都立葛飾商・神薗、自信の一打で左腕同士の投げ合いに決着をつける



好投した信太柊人(葛飾商)

 都立葛飾商都立日野台の一戦は、スライダーとチェンジアップなどで緩急をつけた投球が光る似たタイプの左腕同士の、白熱の投手戦になった。

 1回表都立葛飾商が、都立日野台の先発・岡田大翔から1番・永森亮光、3番・信太柊人から二塁打を放ち、あっさり1点を先制した時は、投手戦の流れは予想できなかった。

 その裏、タイムリー二塁打を放ち気持ちが乗った都立葛飾商の信太が、三振2個を含む三者凡退で抑えると、2回表は、都立日野台の岡田が、同じように三振2個を含めた三者凡退で抑え、試合は急に引き締まってきた。岡田の奪三振ショーは続き、5回までに8個の三振を奪った。
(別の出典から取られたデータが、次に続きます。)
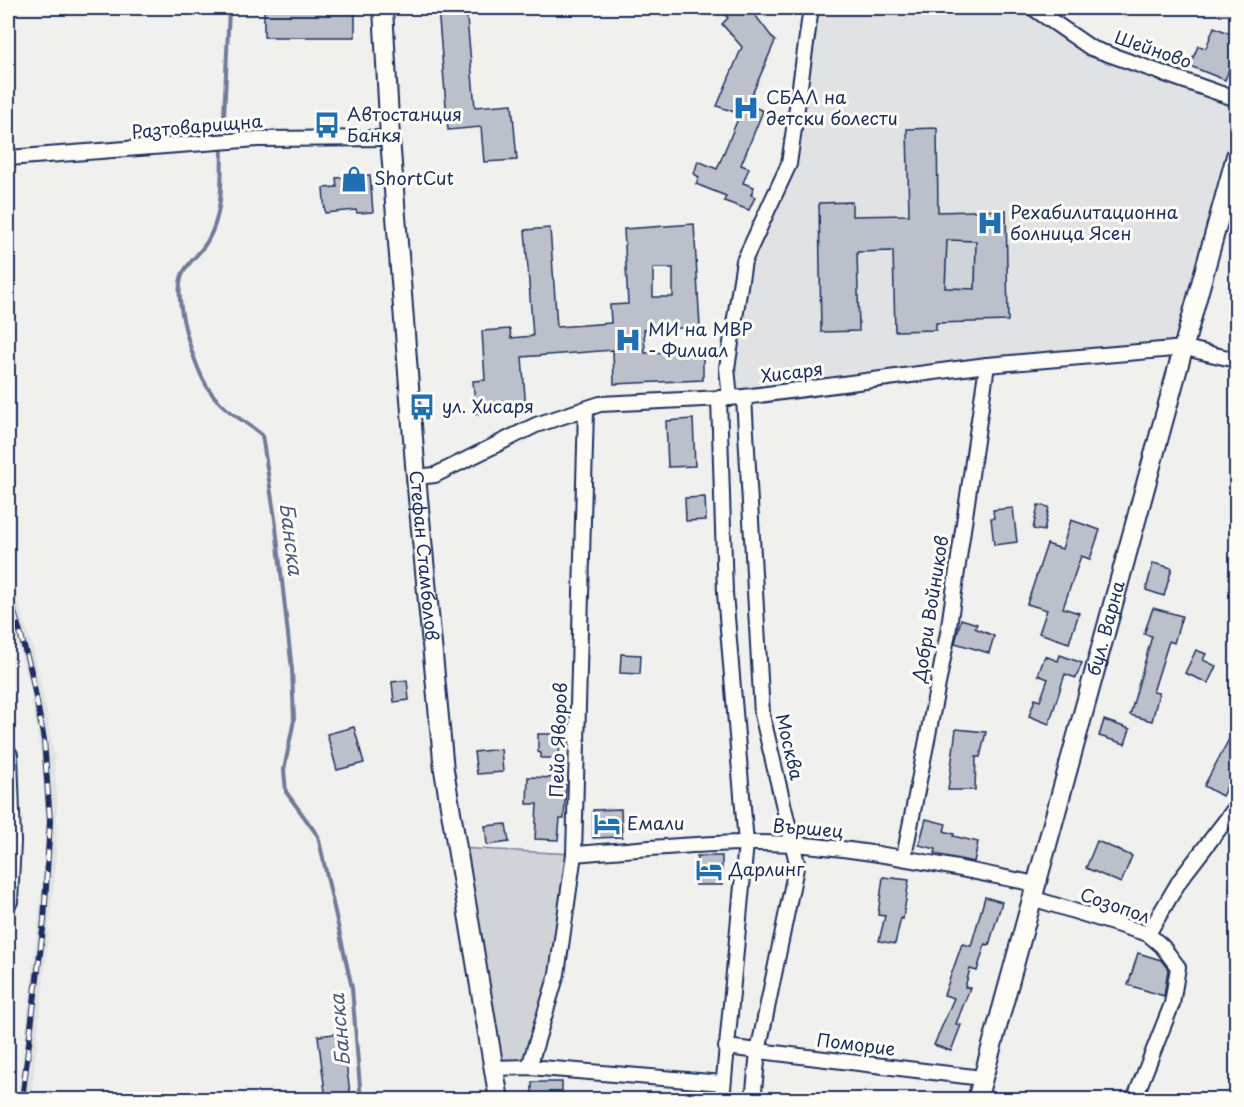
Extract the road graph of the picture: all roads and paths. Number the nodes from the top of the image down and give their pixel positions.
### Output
1 (383, 8) edge
2 (811, 8) edge
3 (1033, 8) edge
4 (1236, 99) edge
5 (390, 138) junction
6 (1236, 156) edge
7 (8, 158) edge
8 (1233, 187) edge
9 (1185, 348) junction
10 (1236, 360) edge
11 (987, 366) junction
12 (731, 398) junction
13 (586, 409) junction
14 (417, 477) junction
15 (8, 755) edge
16 (1236, 807) edge
17 (746, 843) junction
18 (794, 844) junction
19 (574, 854) junction
20 (904, 857) junction
21 (1034, 891) junction
22 (8, 901) edge
23 (1148, 934) junction
24 (726, 1047) junction
25 (758, 1052) junction
26 (529, 1067) junction
27 (494, 1068) junction
28 (982, 1078) junction
29 (723, 1083) junction
30 (499, 1100) edge
31 (722, 1100) edge
32 (753, 1100) edge
33 (977, 1100) edge
34 (1134, 1100) edge

1 - 5 street, Стефан Стамболов
2 - 12 street
3 - 4 street, Шейново
5 - 7 street, Разтоварищна
5 - 14 street, Стефан Стамболов
6 - 8 street, бул. Варна
8 - 9 street, бул. Варна
9 - 10 street, Хисаря
9 - 11 street, Хисаря
9 - 21 street, бул. Варна
11 - 12 street, Хисаря
11 - 20 street, Добри Войников
12 - 13 street, Хисаря
12 - 17 street
12 - 18 street, Москва
13 - 14 street, Хисаря
13 - 19 street, Пейо Яворов
14 - 27 street, Стефан Стамболов
15 - 22 street
16 - 23 street
17 - 18 street, Вършец
17 - 19 street, Вършец
17 - 24 street
18 - 20 street, Вършец
18 - 25 street, Москва
19 - 26 street, Пейо Яворов
20 - 21 street, Вършец
21 - 23 street, Созопол
21 - 28 street, бул. Варна
23 - 34 street, Созопол
24 - 25 street, Поморие
24 - 29 street
25 - 28 street, Поморие
25 - 32 street, Москва
26 - 27 street
26 - 29 street
27 - 30 street, Стефан Стамболов
28 - 33 street, бул. Варна
29 - 31 street

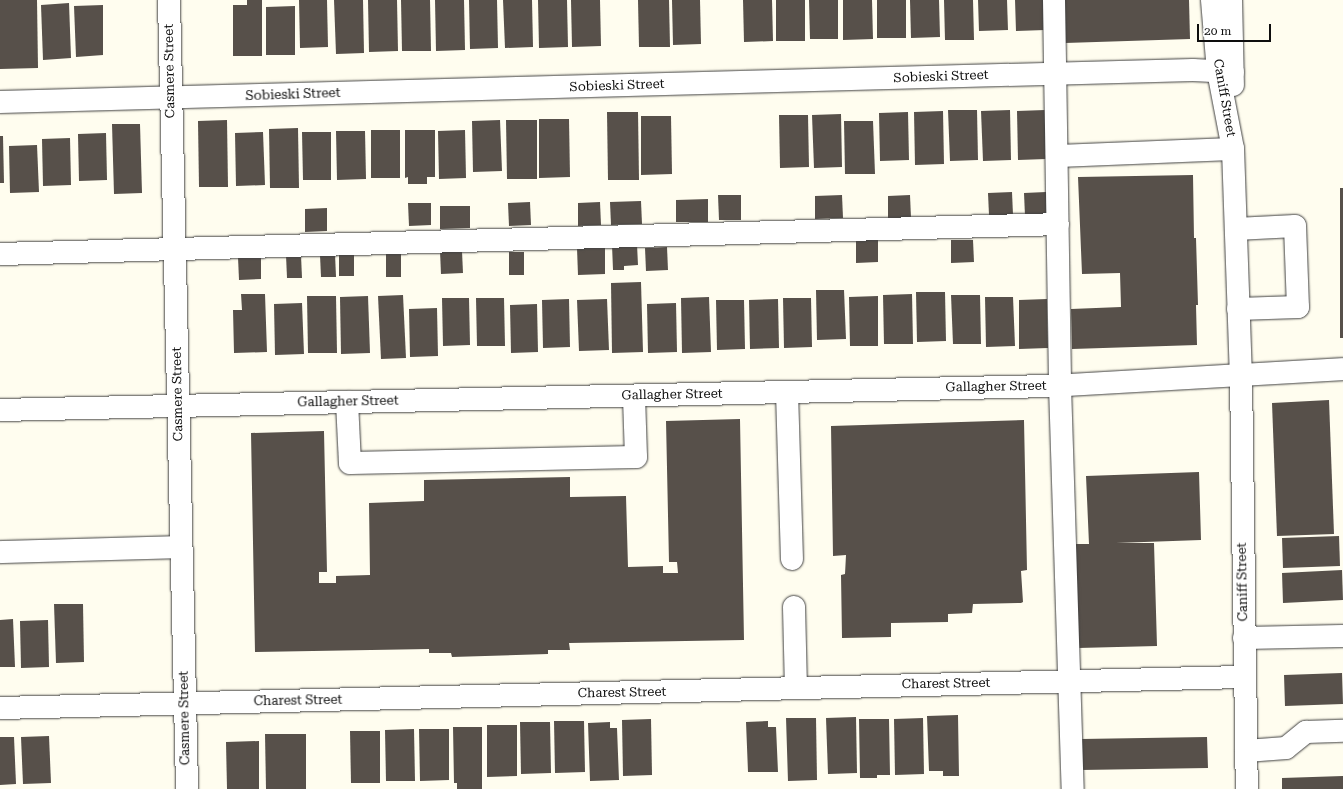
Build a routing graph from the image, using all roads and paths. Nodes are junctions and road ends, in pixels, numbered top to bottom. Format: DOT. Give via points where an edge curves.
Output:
graph roads {
  1 [pos="169,0"];
  2 [pos="1054,0"];
  3 [pos="1212,0"];
  4 [pos="1231,0"];
  5 [pos="1226,71"];
  6 [pos="1056,74"];
  7 [pos="171,98"];
  8 [pos="0,102"];
  9 [pos="1233,149"];
  10 [pos="1057,156"];
  11 [pos="1058,224"];
  12 [pos="1236,229"];
  13 [pos="174,250"];
  14 [pos="0,254"];
  15 [pos="1238,309"];
  16 [pos="1343,369"];
  17 [pos="1241,374"];
  18 [pos="1060,386"];
  19 [pos="787,392"];
  20 [pos="634,396"];
  21 [pos="347,402"];
  22 [pos="178,406"];
  23 [pos="0,410"];
  24 [pos="181,547"];
  25 [pos="0,552"];
  26 [pos="792,560"];
  27 [pos="794,607"];
  28 [pos="1343,636"];
  29 [pos="1244,638"];
  30 [pos="1244,677"];
  31 [pos="1070,681"];
  32 [pos="796,688"];
  33 [pos="185,704"];
  34 [pos="0,708"];
  35 [pos="1343,731"];
  36 [pos="1246,751"];
  37 [pos="187,789"];
  38 [pos="1073,789"];
  39 [pos="1246,789"];
  1 -- 7 [label="street, Casmere Street"];
  2 -- 6 [label="street"];
  3 -- 5 [label="street, Caniff Street"];
  4 -- 5 [label="street, Caniff Street"];
  5 -- 6 [label="street, Sobieski Street"];
  5 -- 9 [label="street, Caniff Street"];
  6 -- 7 [label="street, Sobieski Street"];
  6 -- 10 [label="street"];
  7 -- 8 [label="street, Sobieski Street"];
  7 -- 13 [label="street, Casmere Street"];
  9 -- 10 [label="street"];
  9 -- 12 [label="street, Caniff Street"];
  10 -- 11 [label="street"];
  11 -- 13 [label="street"];
  11 -- 18 [label="street"];
  12 -- 15 [label="street, Caniff Street"];
  12 -- 15 [label="street" via="1294,226 1298,307"];
  12 -- 17 [label="street, Caniff Street"];
  13 -- 14 [label="street"];
  13 -- 22 [label="street, Casmere Street"];
  15 -- 17 [label="street, Caniff Street"];
  16 -- 17 [label="street, Gallagher Street"];
  17 -- 18 [label="street, Gallagher Street"];
  17 -- 29 [label="street, Caniff Street"];
  18 -- 19 [label="street, Gallagher Street"];
  18 -- 31 [label="street"];
  19 -- 20 [label="street, Gallagher Street"];
  19 -- 26 [label="street"];
  20 -- 21 [label="street, Gallagher Street"];
  20 -- 21 [label="street" via="636,456 350,463"];
  21 -- 22 [label="street, Gallagher Street"];
  22 -- 23 [label="street, Gallagher Street"];
  22 -- 24 [label="street, Casmere Street"];
  24 -- 25 [label="street"];
  24 -- 33 [label="street, Casmere Street"];
  27 -- 32 [label="street"];
  28 -- 29 [label="street"];
  29 -- 30 [label="street, Caniff Street"];
  30 -- 31 [label="street, Charest Street"];
  30 -- 36 [label="street, Caniff Street"];
  31 -- 32 [label="street, Charest Street"];
  31 -- 38 [label="street"];
  32 -- 33 [label="street, Charest Street"];
  33 -- 34 [label="street, Charest Street"];
  33 -- 37 [label="street, Casmere Street"];
  35 -- 36 [label="street" via="1306,732 1286,748"];
  36 -- 39 [label="street, Caniff Street"];
}
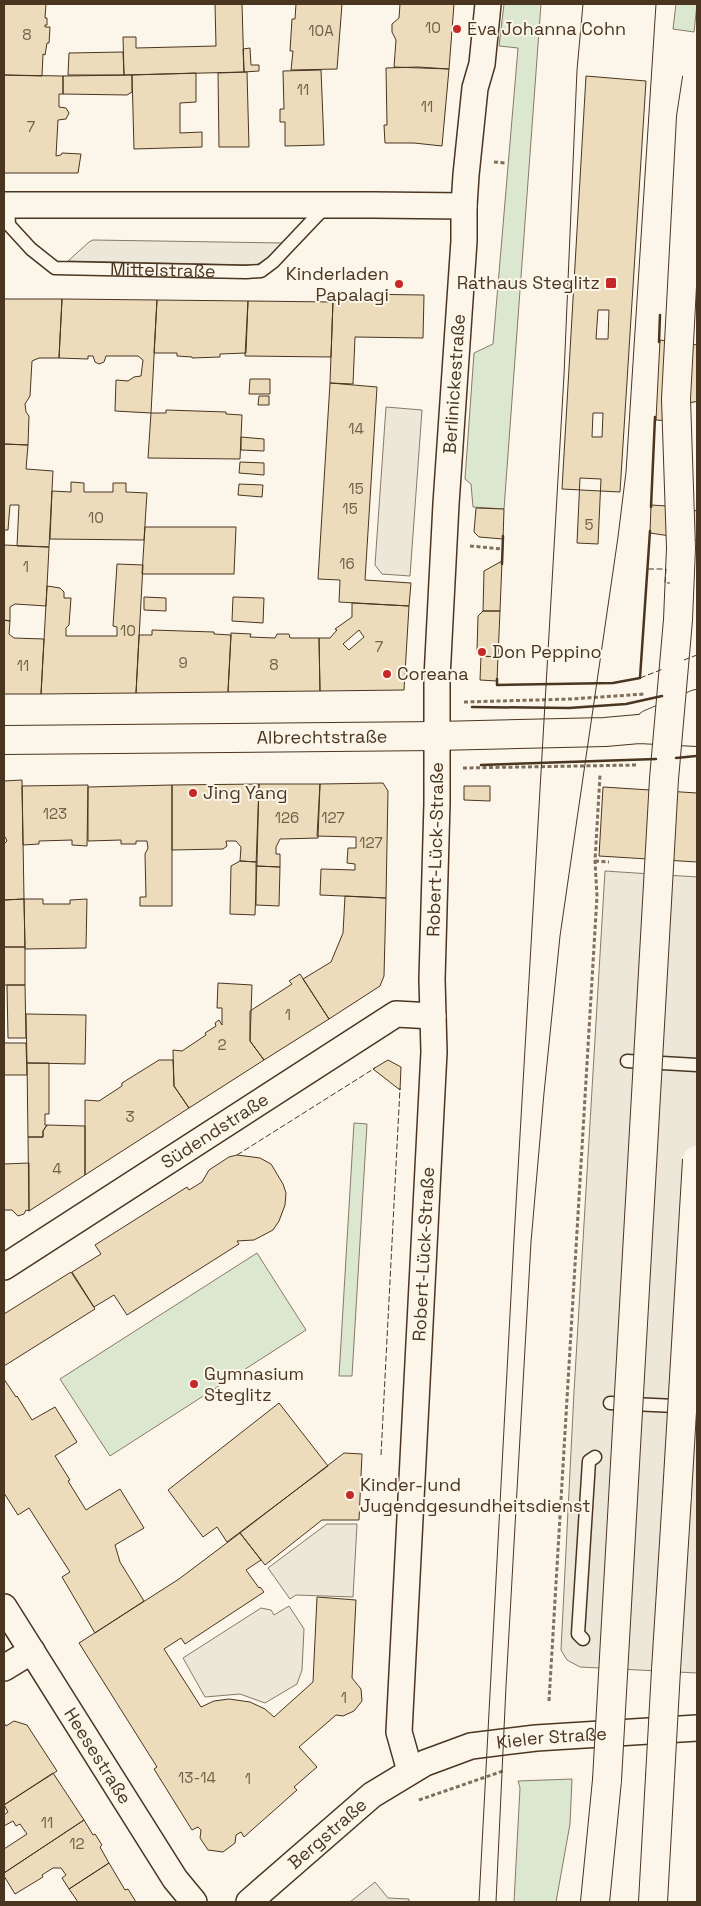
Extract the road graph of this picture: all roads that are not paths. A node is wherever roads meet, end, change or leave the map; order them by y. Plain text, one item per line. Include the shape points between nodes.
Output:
1 (488, 4) edge
2 (697, 78) edge
3 (328, 204) junction
4 (6, 205) edge
5 (464, 206) junction
6 (697, 416) edge
7 (681, 548) junction
8 (697, 704) edge
9 (639, 729) junction
10 (697, 732) edge
11 (437, 736) junction
12 (4, 740) edge
13 (433, 1016) junction
14 (627, 1061) dead end
15 (697, 1065) edge
16 (697, 1160) edge
17 (4, 1267) edge
18 (610, 1402) dead end
19 (697, 1407) edge
20 (595, 1457) dead end
21 (4, 1607) edge
22 (583, 1639) dead end
23 (32, 1651) junction
24 (4, 1668) edge
25 (697, 1728) edge
26 (410, 1770) junction
27 (656, 1861) junction
28 (597, 1873) junction
29 (194, 1902) edge
30 (249, 1902) edge
31 (589, 1902) edge
32 (595, 1902) edge
33 (653, 1902) edge
34 (663, 1902) edge

1 - 5 street, Berlinickestraße
2 - 7 main road, bridge via 691,117 676,399
3 - 4 street, Mittelstraße
3 - 4 lane, Mittelstraße via 273,262 260,270 246,272 55,268 9,226
3 - 5 street, Mittelstraße
5 - 11 street, Berlinickestraße via 436,678
6 - 7 main road, bridge
7 - 28 main road, bridge via 664,789 607,1780
8 - 9 main road, Albrechtstraße
9 - 10 main road, Albrechtstraße
9 - 11 main road, Albrechtstraße
11 - 12 main road, Albrechtstraße
11 - 13 street, Robert-Lück-Straße
13 - 17 street, Südendstraße via 396,1014
13 - 26 street, Robert-Lück-Straße via 434,1052 398,1732
14 - 15 lane
16 - 27 main road, bridge
18 - 19 lane
20 - 22 lane via 589,1461 578,1634
21 - 23 street, Heesestraße
23 - 24 street
23 - 29 street, Heesestraße via 175,1879
25 - 26 street, Kieler Straße via 536,1738 471,1746
26 - 30 street, Bergstraße via 372,1795
27 - 33 main road
27 - 34 main road
28 - 31 main road
28 - 32 main road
 一方都立葛飾商の信太は丁寧な投球で3回までノーヒットピッチングを続ける。ところが都立日野台は4回表、この回先頭の3番・石原諒太郎がチーム初安打となる二塁打を放つと、続く4番・中山海斗は左前安打。これを左翼手がハンブルする間に石原が生還し、あっさり同点に追いついた。さらに四球が続き、無死満塁と、都立日野台には一気に勝負を決めるチャンスであった。しかし都立葛飾商の信太は持ち直し、都立日野台の下位打線を内野フライ2個と三振に抑え、勝ち越しは許さない。勝負としては、これが大きかった。

 信太は5回からは再び落ち着いた投球で、大崩れはしない。都立葛飾商打線は2回以降、都立日野台の岡田に完璧に抑えられていたが、7回あたりから徐々に合い始める。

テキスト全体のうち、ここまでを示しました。